• **Supplied data**
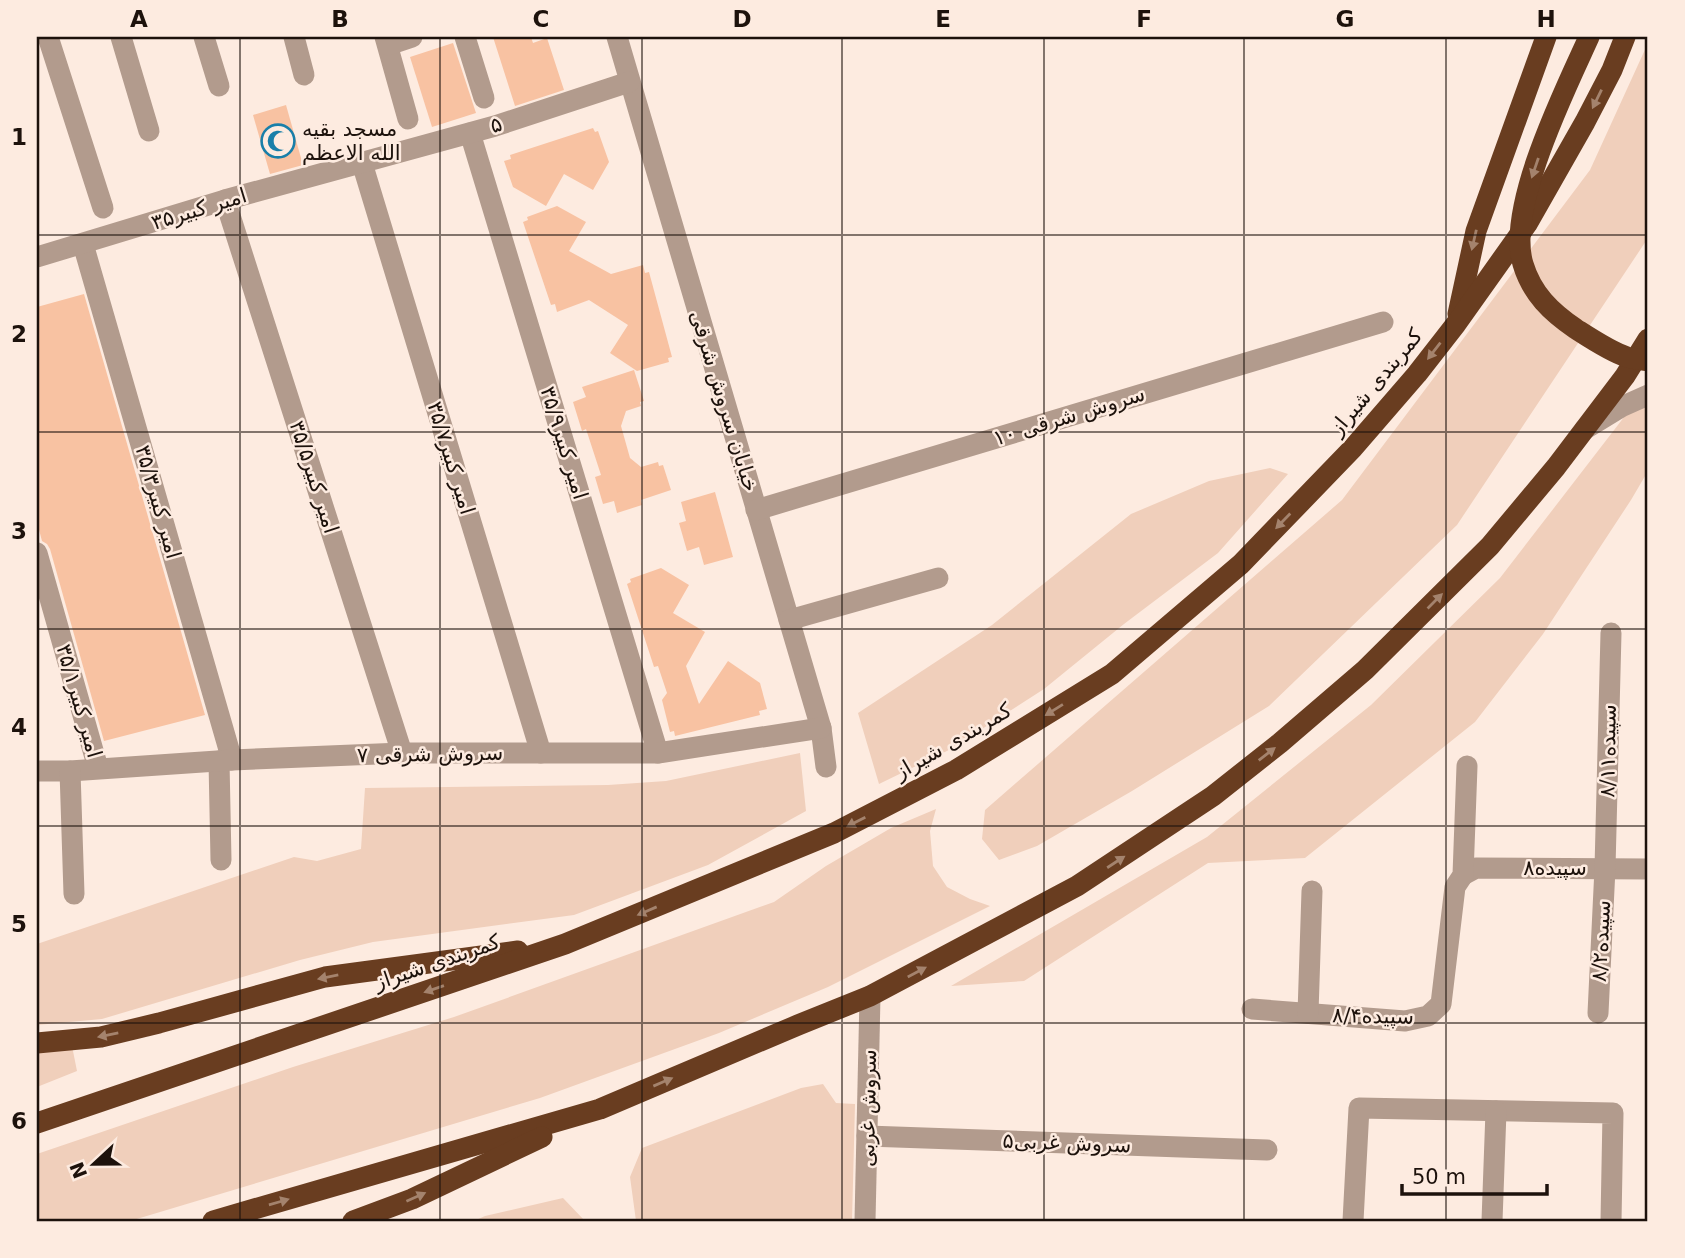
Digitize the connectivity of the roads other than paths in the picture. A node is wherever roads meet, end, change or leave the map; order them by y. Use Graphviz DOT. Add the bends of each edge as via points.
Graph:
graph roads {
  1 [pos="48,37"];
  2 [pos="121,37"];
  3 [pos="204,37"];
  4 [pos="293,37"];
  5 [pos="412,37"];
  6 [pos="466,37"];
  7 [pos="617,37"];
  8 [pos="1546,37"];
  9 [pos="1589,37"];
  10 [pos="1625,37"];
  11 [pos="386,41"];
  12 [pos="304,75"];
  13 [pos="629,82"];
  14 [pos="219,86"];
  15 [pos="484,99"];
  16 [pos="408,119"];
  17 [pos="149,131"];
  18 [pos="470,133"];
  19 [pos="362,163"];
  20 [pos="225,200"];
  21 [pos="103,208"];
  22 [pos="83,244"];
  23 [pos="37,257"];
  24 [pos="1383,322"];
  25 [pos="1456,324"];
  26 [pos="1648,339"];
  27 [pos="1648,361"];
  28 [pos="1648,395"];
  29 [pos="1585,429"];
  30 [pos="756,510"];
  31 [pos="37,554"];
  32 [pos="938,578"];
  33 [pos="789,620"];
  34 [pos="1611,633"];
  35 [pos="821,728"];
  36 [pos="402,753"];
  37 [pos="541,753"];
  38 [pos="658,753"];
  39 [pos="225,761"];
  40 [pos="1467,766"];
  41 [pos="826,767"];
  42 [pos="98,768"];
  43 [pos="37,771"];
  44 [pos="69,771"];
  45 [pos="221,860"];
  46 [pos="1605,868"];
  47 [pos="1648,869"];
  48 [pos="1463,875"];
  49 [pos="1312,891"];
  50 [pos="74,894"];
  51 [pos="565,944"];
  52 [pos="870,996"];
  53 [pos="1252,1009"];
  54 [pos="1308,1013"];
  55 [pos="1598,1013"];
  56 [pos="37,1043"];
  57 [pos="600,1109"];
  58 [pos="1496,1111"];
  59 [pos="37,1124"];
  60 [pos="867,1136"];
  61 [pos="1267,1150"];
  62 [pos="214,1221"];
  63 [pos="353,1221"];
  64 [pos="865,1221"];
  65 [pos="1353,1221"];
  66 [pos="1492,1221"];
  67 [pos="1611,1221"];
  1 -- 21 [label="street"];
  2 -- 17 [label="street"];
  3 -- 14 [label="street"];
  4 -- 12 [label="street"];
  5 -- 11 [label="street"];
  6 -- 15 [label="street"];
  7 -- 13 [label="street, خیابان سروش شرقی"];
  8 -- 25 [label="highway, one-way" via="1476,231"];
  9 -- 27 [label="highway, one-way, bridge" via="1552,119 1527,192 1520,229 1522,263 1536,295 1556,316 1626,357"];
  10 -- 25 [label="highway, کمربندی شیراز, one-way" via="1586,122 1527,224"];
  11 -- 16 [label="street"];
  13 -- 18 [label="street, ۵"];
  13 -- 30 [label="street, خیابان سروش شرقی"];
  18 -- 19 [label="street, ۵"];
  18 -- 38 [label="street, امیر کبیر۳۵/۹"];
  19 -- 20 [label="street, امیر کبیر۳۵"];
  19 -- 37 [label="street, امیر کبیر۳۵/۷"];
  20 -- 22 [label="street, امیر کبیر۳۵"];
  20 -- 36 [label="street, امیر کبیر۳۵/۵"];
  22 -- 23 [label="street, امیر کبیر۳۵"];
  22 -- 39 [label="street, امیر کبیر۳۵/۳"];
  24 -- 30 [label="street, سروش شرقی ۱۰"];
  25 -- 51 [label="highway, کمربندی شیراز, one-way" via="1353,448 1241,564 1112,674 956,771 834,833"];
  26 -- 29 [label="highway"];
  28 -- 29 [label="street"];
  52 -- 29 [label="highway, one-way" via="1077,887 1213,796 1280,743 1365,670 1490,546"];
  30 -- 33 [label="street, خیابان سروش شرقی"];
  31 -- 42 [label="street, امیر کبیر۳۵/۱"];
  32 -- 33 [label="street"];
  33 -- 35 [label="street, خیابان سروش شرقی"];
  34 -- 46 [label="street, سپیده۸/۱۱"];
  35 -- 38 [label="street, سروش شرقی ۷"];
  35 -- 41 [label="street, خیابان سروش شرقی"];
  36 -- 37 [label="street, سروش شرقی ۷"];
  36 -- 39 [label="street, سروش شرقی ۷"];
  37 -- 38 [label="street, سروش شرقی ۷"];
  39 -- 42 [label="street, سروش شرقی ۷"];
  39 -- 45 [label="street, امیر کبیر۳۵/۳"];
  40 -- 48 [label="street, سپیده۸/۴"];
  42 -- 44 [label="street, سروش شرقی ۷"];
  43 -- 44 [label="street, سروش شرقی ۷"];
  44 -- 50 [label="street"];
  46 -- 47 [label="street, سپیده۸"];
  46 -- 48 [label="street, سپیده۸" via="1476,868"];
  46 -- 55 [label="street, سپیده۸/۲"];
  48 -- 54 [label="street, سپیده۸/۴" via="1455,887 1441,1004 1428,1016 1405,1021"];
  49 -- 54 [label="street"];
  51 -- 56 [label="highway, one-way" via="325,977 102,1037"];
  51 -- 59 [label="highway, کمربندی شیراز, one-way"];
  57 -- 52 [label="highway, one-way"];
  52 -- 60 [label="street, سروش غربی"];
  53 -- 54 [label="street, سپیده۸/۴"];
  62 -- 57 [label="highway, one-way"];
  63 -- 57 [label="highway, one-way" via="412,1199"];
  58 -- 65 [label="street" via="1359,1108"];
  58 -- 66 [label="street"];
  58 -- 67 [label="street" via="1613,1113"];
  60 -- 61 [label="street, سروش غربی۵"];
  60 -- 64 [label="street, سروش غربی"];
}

• **What is required**
Go through the data and return each line where the word "امیر" appears.

• **Answer to this task**
  18 -- 38 [label="street, امیر کبیر۳۵/۹"];
  19 -- 20 [label="street, امیر کبیر۳۵"];
  19 -- 37 [label="street, امیر کبیر۳۵/۷"];
  20 -- 22 [label="street, امیر کبیر۳۵"];
  20 -- 36 [label="street, امیر کبیر۳۵/۵"];
  22 -- 23 [label="street, امیر کبیر۳۵"];
  22 -- 39 [label="street, امیر کبیر۳۵/۳"];
  31 -- 42 [label="street, امیر کبیر۳۵/۱"];
  39 -- 45 [label="street, امیر کبیر۳۵/۳"];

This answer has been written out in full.